Dataset entries:
== Segment start ==

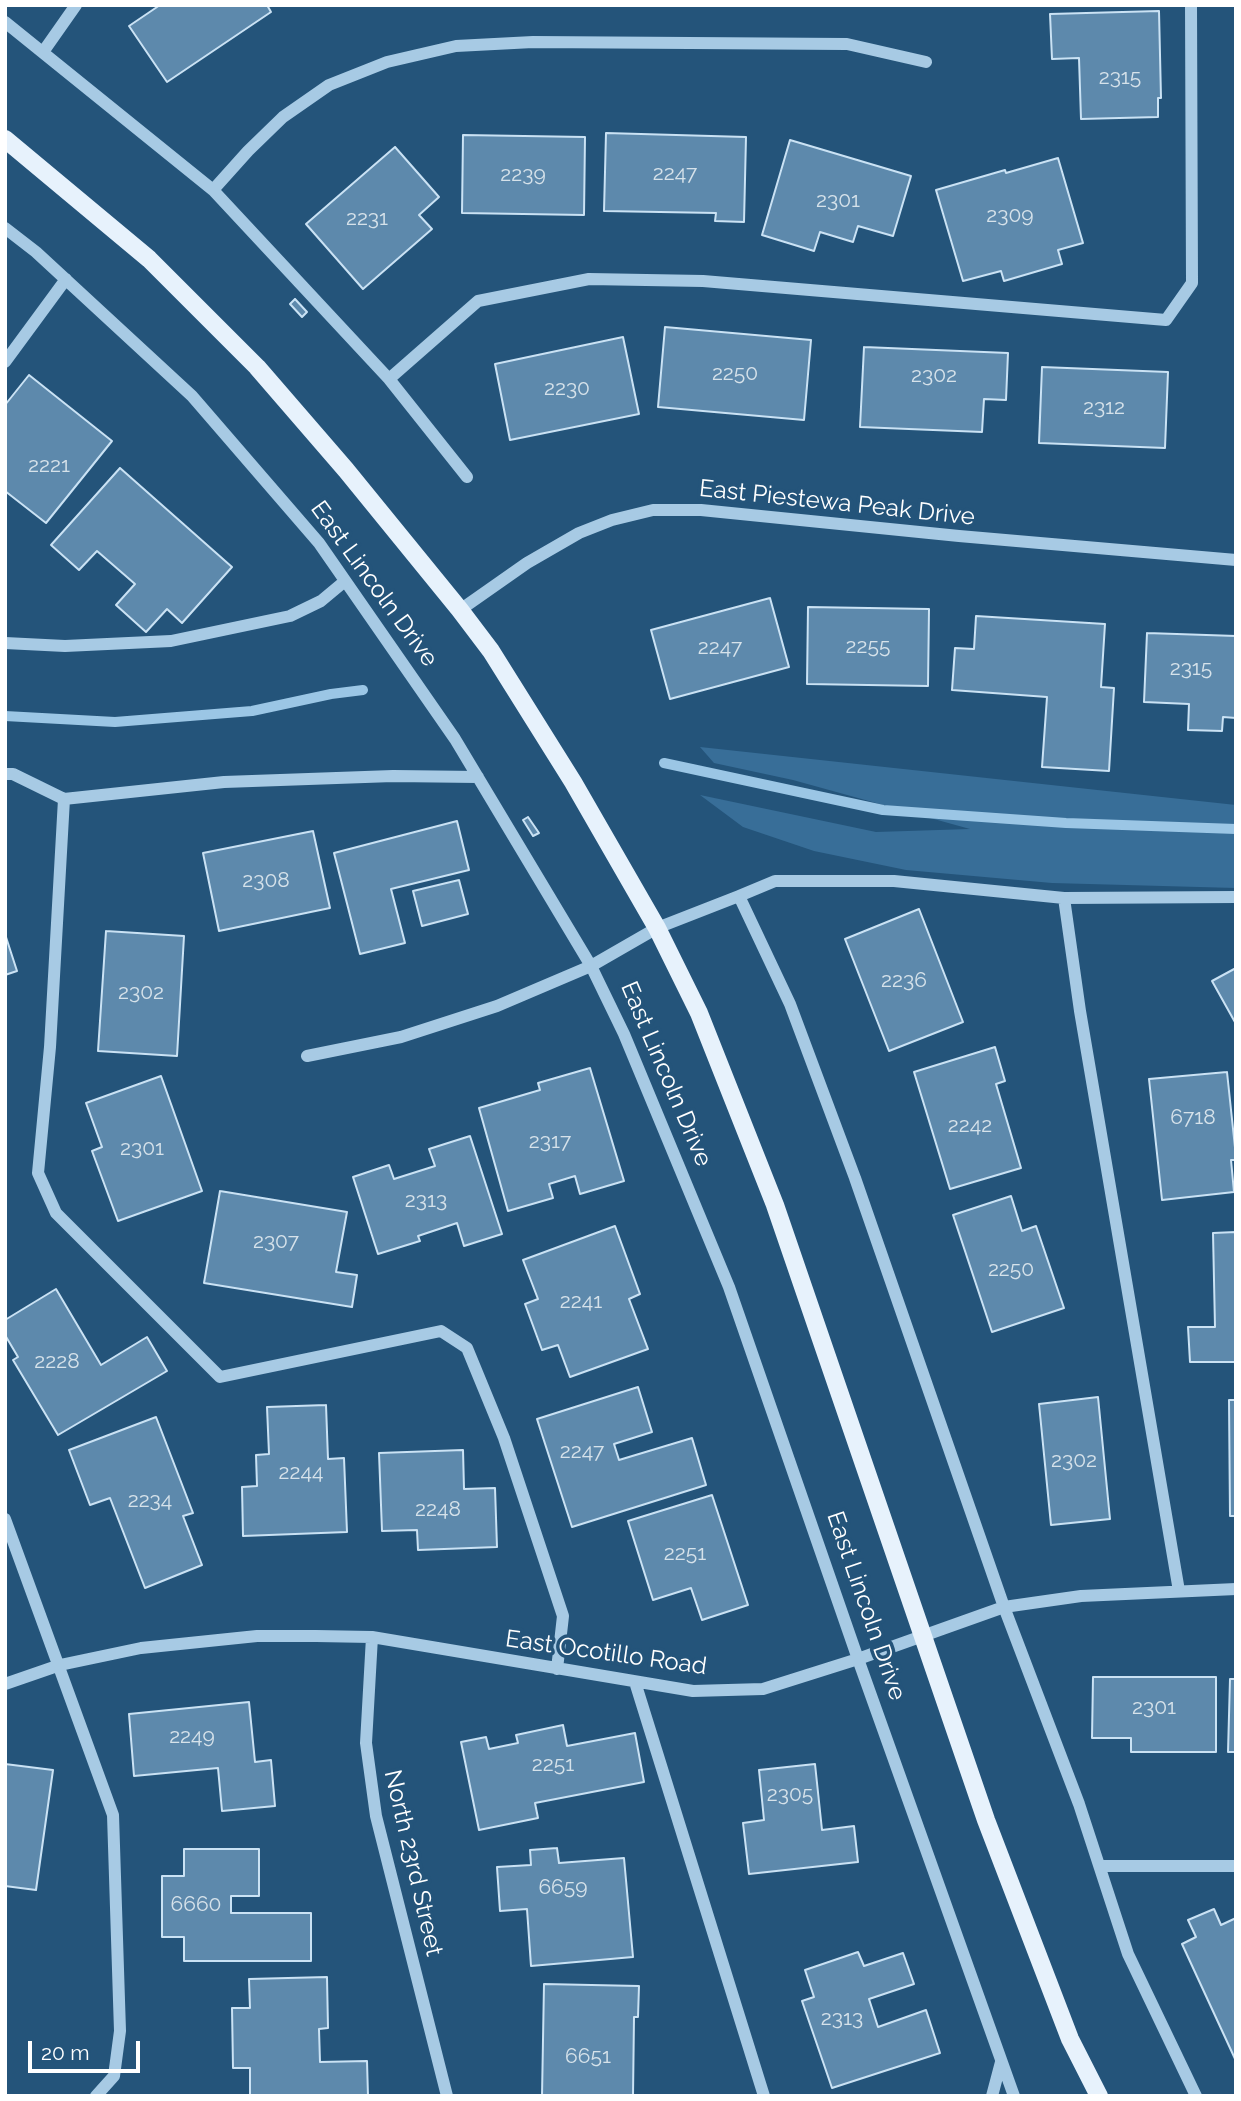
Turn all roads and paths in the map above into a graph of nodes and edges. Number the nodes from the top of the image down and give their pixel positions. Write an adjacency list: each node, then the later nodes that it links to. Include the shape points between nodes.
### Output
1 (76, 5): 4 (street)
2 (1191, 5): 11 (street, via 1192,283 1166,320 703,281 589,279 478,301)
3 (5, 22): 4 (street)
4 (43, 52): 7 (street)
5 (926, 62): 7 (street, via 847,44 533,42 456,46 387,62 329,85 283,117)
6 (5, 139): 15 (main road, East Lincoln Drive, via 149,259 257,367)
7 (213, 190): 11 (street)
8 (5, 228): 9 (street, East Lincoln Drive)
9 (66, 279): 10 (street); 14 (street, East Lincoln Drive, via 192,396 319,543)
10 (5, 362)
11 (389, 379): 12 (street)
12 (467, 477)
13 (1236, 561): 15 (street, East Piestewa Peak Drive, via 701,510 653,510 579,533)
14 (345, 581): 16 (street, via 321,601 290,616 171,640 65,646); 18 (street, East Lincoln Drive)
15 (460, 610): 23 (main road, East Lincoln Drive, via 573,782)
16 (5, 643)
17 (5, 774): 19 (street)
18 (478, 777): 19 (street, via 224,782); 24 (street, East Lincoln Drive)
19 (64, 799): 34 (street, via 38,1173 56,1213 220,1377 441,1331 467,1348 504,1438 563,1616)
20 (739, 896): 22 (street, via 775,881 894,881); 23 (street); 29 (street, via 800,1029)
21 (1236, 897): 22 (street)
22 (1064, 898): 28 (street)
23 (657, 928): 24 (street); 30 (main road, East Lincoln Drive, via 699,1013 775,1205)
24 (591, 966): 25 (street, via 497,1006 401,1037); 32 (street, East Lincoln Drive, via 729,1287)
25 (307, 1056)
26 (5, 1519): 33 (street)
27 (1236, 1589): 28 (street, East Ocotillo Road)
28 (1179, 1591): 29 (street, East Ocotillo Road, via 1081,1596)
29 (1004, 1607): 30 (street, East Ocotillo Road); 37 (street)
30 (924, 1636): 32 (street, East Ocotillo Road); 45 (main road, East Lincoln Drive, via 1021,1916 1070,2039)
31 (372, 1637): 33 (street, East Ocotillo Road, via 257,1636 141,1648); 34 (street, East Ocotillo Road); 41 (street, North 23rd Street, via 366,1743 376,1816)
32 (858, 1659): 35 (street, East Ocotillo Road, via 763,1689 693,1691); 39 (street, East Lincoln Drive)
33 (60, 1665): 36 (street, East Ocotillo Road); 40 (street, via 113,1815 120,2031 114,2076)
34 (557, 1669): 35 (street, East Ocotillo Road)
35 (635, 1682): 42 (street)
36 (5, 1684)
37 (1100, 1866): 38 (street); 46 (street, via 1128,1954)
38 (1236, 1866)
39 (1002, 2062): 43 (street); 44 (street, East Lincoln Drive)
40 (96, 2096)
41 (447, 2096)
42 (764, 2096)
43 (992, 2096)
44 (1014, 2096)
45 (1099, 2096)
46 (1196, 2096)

== Segment end ==

> **What needs to be done**: All records above are to be printed exactly, minus the pictures they contain.

> **Reply to the exercise**:
Turn all roads and paths in the map above into a graph of nodes and edges. Number the nodes from the top of the image down and give their pixel positions. Write an adjacency list: each node, then the later nodes that it links to. Include the shape points between nodes.
### Output
1 (76, 5): 4 (street)
2 (1191, 5): 11 (street, via 1192,283 1166,320 703,281 589,279 478,301)
3 (5, 22): 4 (street)
4 (43, 52): 7 (street)
5 (926, 62): 7 (street, via 847,44 533,42 456,46 387,62 329,85 283,117)
6 (5, 139): 15 (main road, East Lincoln Drive, via 149,259 257,367)
7 (213, 190): 11 (street)
8 (5, 228): 9 (street, East Lincoln Drive)
9 (66, 279): 10 (street); 14 (street, East Lincoln Drive, via 192,396 319,543)
10 (5, 362)
11 (389, 379): 12 (street)
12 (467, 477)
13 (1236, 561): 15 (street, East Piestewa Peak Drive, via 701,510 653,510 579,533)
14 (345, 581): 16 (street, via 321,601 290,616 171,640 65,646); 18 (street, East Lincoln Drive)
15 (460, 610): 23 (main road, East Lincoln Drive, via 573,782)
16 (5, 643)
17 (5, 774): 19 (street)
18 (478, 777): 19 (street, via 224,782); 24 (street, East Lincoln Drive)
19 (64, 799): 34 (street, via 38,1173 56,1213 220,1377 441,1331 467,1348 504,1438 563,1616)
20 (739, 896): 22 (street, via 775,881 894,881); 23 (street); 29 (street, via 800,1029)
21 (1236, 897): 22 (street)
22 (1064, 898): 28 (street)
23 (657, 928): 24 (street); 30 (main road, East Lincoln Drive, via 699,1013 775,1205)
24 (591, 966): 25 (street, via 497,1006 401,1037); 32 (street, East Lincoln Drive, via 729,1287)
25 (307, 1056)
26 (5, 1519): 33 (street)
27 (1236, 1589): 28 (street, East Ocotillo Road)
28 (1179, 1591): 29 (street, East Ocotillo Road, via 1081,1596)
29 (1004, 1607): 30 (street, East Ocotillo Road); 37 (street)
30 (924, 1636): 32 (street, East Ocotillo Road); 45 (main road, East Lincoln Drive, via 1021,1916 1070,2039)
31 (372, 1637): 33 (street, East Ocotillo Road, via 257,1636 141,1648); 34 (street, East Ocotillo Road); 41 (street, North 23rd Street, via 366,1743 376,1816)
32 (858, 1659): 35 (street, East Ocotillo Road, via 763,1689 693,1691); 39 (street, East Lincoln Drive)
33 (60, 1665): 36 (street, East Ocotillo Road); 40 (street, via 113,1815 120,2031 114,2076)
34 (557, 1669): 35 (street, East Ocotillo Road)
35 (635, 1682): 42 (street)
36 (5, 1684)
37 (1100, 1866): 38 (street); 46 (street, via 1128,1954)
38 (1236, 1866)
39 (1002, 2062): 43 (street); 44 (street, East Lincoln Drive)
40 (96, 2096)
41 (447, 2096)
42 (764, 2096)
43 (992, 2096)
44 (1014, 2096)
45 (1099, 2096)
46 (1196, 2096)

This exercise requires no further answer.